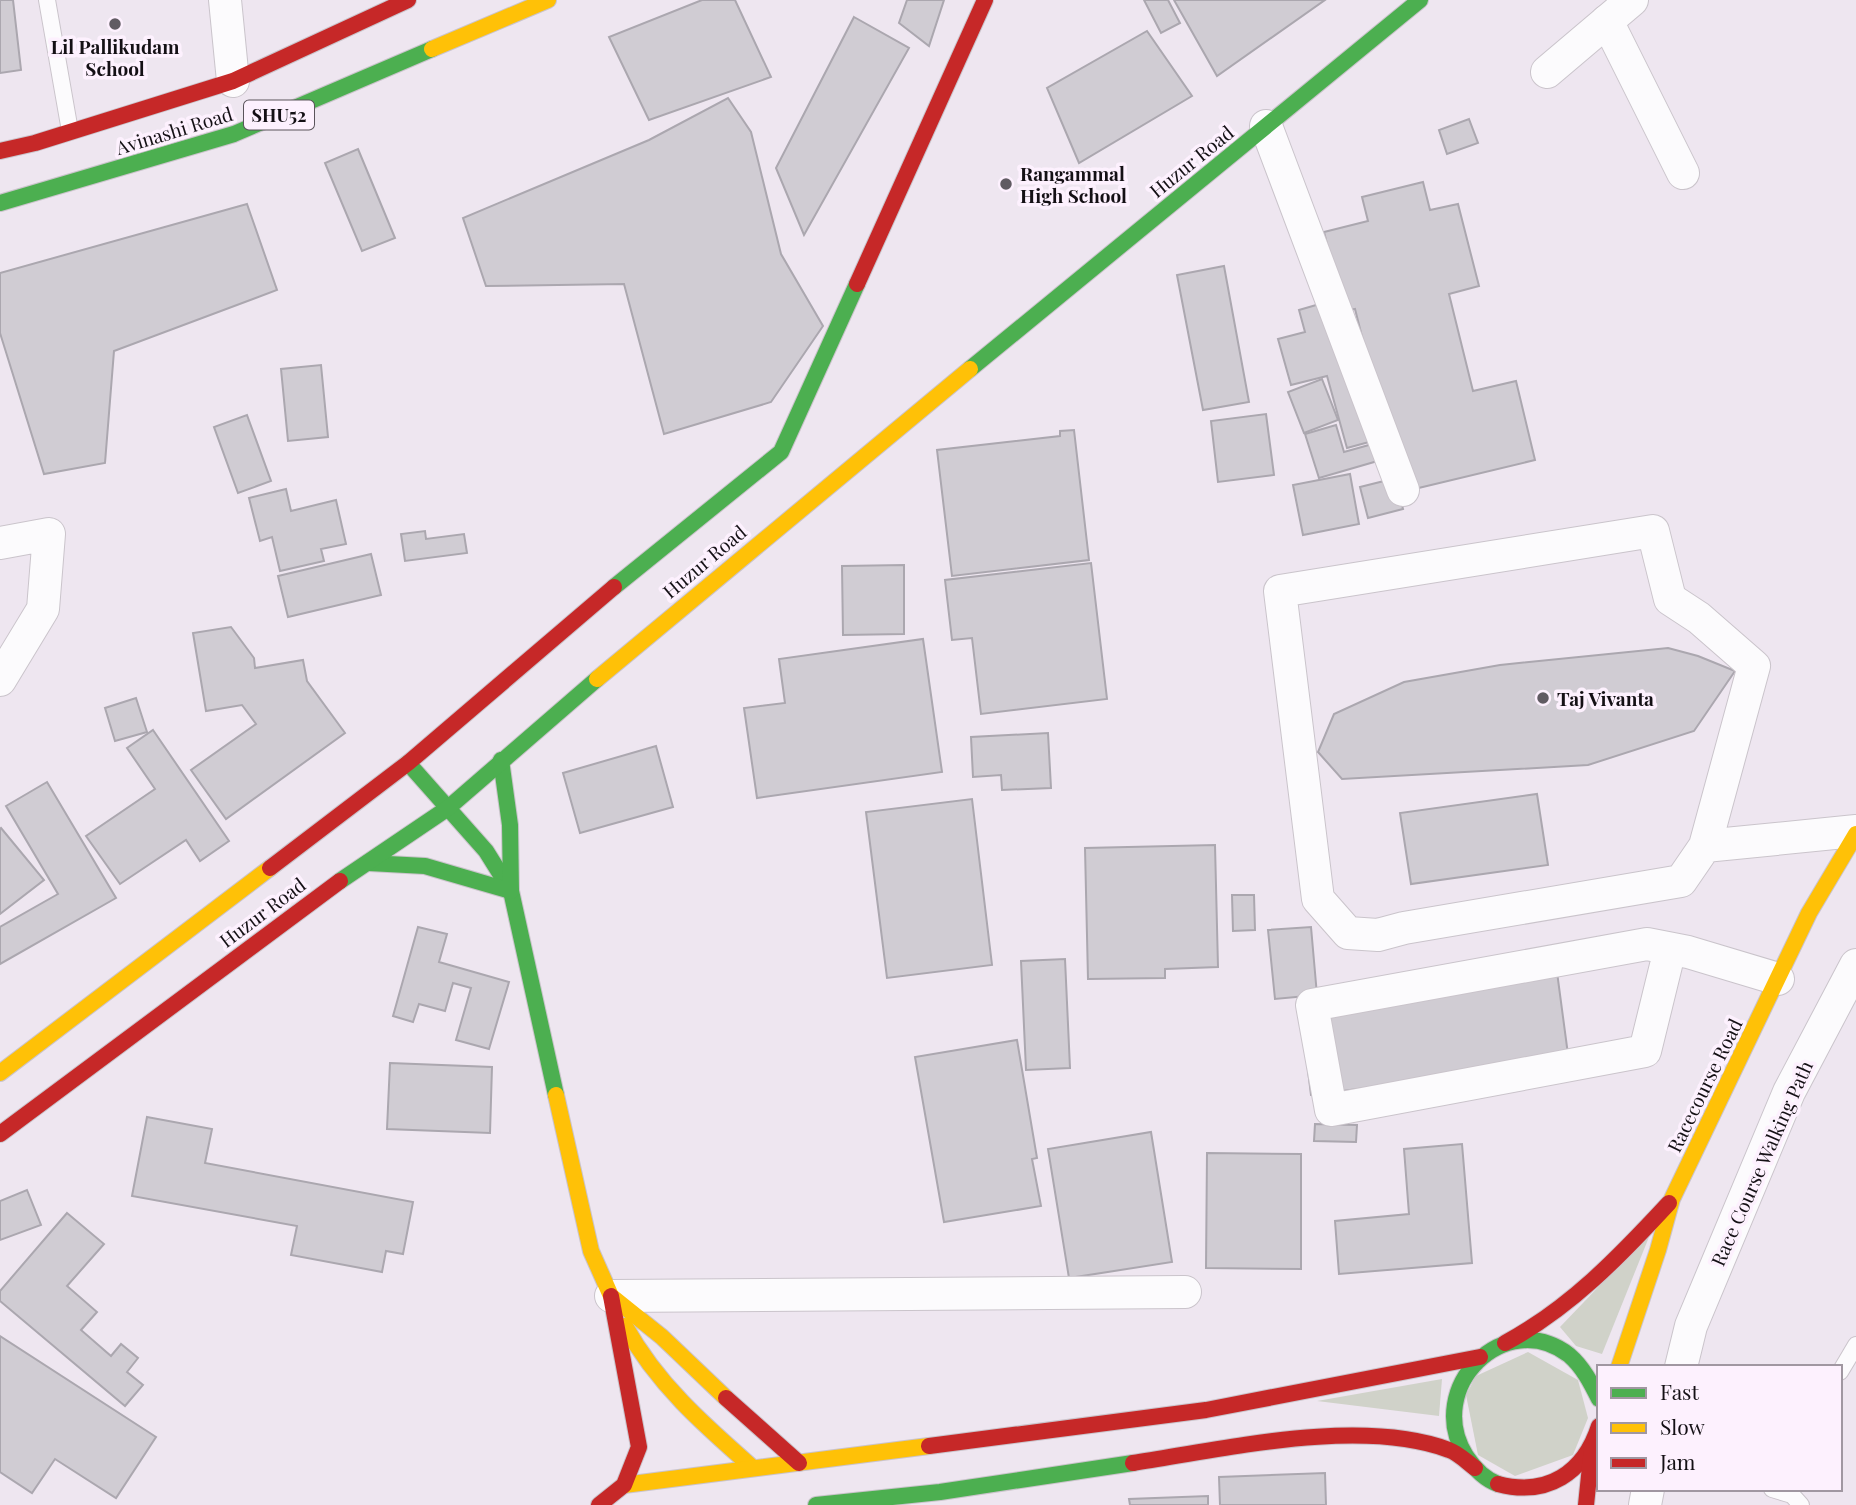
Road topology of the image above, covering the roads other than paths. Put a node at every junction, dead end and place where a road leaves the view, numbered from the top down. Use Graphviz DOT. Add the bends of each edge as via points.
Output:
graph roads {
  1 [pos="47,0"];
  2 [pos="225,0"];
  3 [pos="408,0"];
  4 [pos="548,0"];
  5 [pos="985,0"];
  6 [pos="1420,0"];
  7 [pos="1632,0"];
  8 [pos="1607,21"];
  9 [pos="1547,72"];
  10 [pos="233,81"];
  11 [pos="1266,126"];
  12 [pos="71,131"];
  13 [pos="0,151"];
  14 [pos="1683,173"];
  15 [pos="0,203"];
  16 [pos="1403,490"];
  17 [pos="0,543"];
  18 [pos="0,680"];
  19 [pos="501,760"];
  20 [pos="408,763"];
  21 [pos="448,808"];
  22 [pos="1856,832"];
  23 [pos="1706,846"];
  24 [pos="369,863"];
  25 [pos="511,891"];
  26 [pos="1670,949"];
  27 [pos="1856,965"];
  28 [pos="1778,979"];
  29 [pos="0,1073"];
  30 [pos="0,1134"];
  31 [pos="1672,1199"];
  32 [pos="1185,1292"];
  33 [pos="611,1296"];
  34 [pos="1501,1345"];
  35 [pos="1856,1345"];
  36 [pos="1480,1357"];
  37 [pos="1620,1365"];
  38 [pos="1681,1365"];
  39 [pos="1842,1369"];
  40 [pos="1597,1394"];
  41 [pos="1595,1448"];
  42 [pos="799,1463"];
  43 [pos="753,1468"];
  44 [pos="1475,1468"];
  45 [pos="1494,1483"];
  46 [pos="624,1485"];
  47 [pos="1779,1491"];
  48 [pos="599,1505"];
  49 [pos="816,1505"];
  50 [pos="1500,1505"];
  51 [pos="1586,1505"];
  52 [pos="1801,1505"];
  1 -- 12 [label="lane"];
  2 -- 10 [label="street"];
  3 -- 10 [label="main road, Avinashi Road / SHU52"];
  4 -- 15 [label="main road, Avinashi Road / SHU52" via="234,134"];
  5 -- 20 [label="main road, Huzur Road" via="770,468 591,606"];
  6 -- 11 [label="main road, Huzur Road"];
  7 -- 8 [label="street"];
  8 -- 9 [label="street"];
  8 -- 14 [label="street"];
  10 -- 12 [label="main road, Avinashi Road / SHU52"];
  11 -- 16 [label="street"];
  11 -- 19 [label="main road, Huzur Road" via="801,501"];
  12 -- 13 [label="main road, Avinashi Road / SHU52"];
  17 -- 18 [label="street" via="49,534 43,609"];
  19 -- 21 [label="main road, Huzur Road"];
  19 -- 25 [label="main road" via="510,825"];
  20 -- 21 [label="main road"];
  20 -- 29 [label="main road, Huzur Road"];
  21 -- 24 [label="main road, Huzur Road"];
  21 -- 25 [label="main road" via="486,851"];
  22 -- 23 [label="street"];
  22 -- 28 [label="main road, Racecourse Road"];
  23 -- 23 [label="street" via="1681,880 1378,935 1348,933 1318,899 1280,591 1653,531 1670,599 1754,666"];
  24 -- 25 [label="main road" via="425,866"];
  24 -- 30 [label="main road, Huzur Road"];
  25 -- 33 [label="main road" via="591,1251"];
  26 -- 26 [label="street" via="1647,944 1312,1005 1331,1110 1645,1051 1648,995"];
  26 -- 28 [label="street"];
  27 -- 38 [label="street, Race Course Walking Path" via="1788,1092 1691,1326"];
  28 -- 31 [label="main road, Racecourse Road"];
  31 -- 34 [label="main road" via="1569,1301"];
  31 -- 37 [label="main road, Racecourse Road"];
  32 -- 33 [label="street"];
  33 -- 42 [label="main road"];
  33 -- 43 [label="main road" via="634,1345 670,1394"];
  33 -- 46 [label="main road" via="639,1447"];
  34 -- 36 [label="main road"];
  34 -- 40 [label="main road" via="1542,1342 1562,1350 1579,1363"];
  35 -- 39 [label="lane"];
  36 -- 42 [label="main road" via="1206,1410"];
  36 -- 44 [label="main road" via="1465,1373 1452,1413 1455,1435"];
  41 -- 45 [label="main road" via="1560,1480 1537,1487"];
  41 -- 51 [label="main road"];
  42 -- 43 [label="main road"];
  43 -- 46 [label="main road"];
  44 -- 45 [label="main road"];
  44 -- 49 [label="main road" via="1451,1450 1385,1435 1341,1437 1267,1443 940,1492"];
  45 -- 50 [label="main road"];
  46 -- 48 [label="main road"];
  47 -- 52 [label="lane" via="1792,1495"];
}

☆ ☆ ☆ ☆ ☆ ☆ ☆

## [Work task]
Show all lines above holding the word "Huzur".

## [Worked solution]
  5 -- 20 [label="main road, Huzur Road" via="770,468 591,606"];
  6 -- 11 [label="main road, Huzur Road"];
  11 -- 19 [label="main road, Huzur Road" via="801,501"];
  19 -- 21 [label="main road, Huzur Road"];
  20 -- 29 [label="main road, Huzur Road"];
  21 -- 24 [label="main road, Huzur Road"];
  24 -- 30 [label="main road, Huzur Road"];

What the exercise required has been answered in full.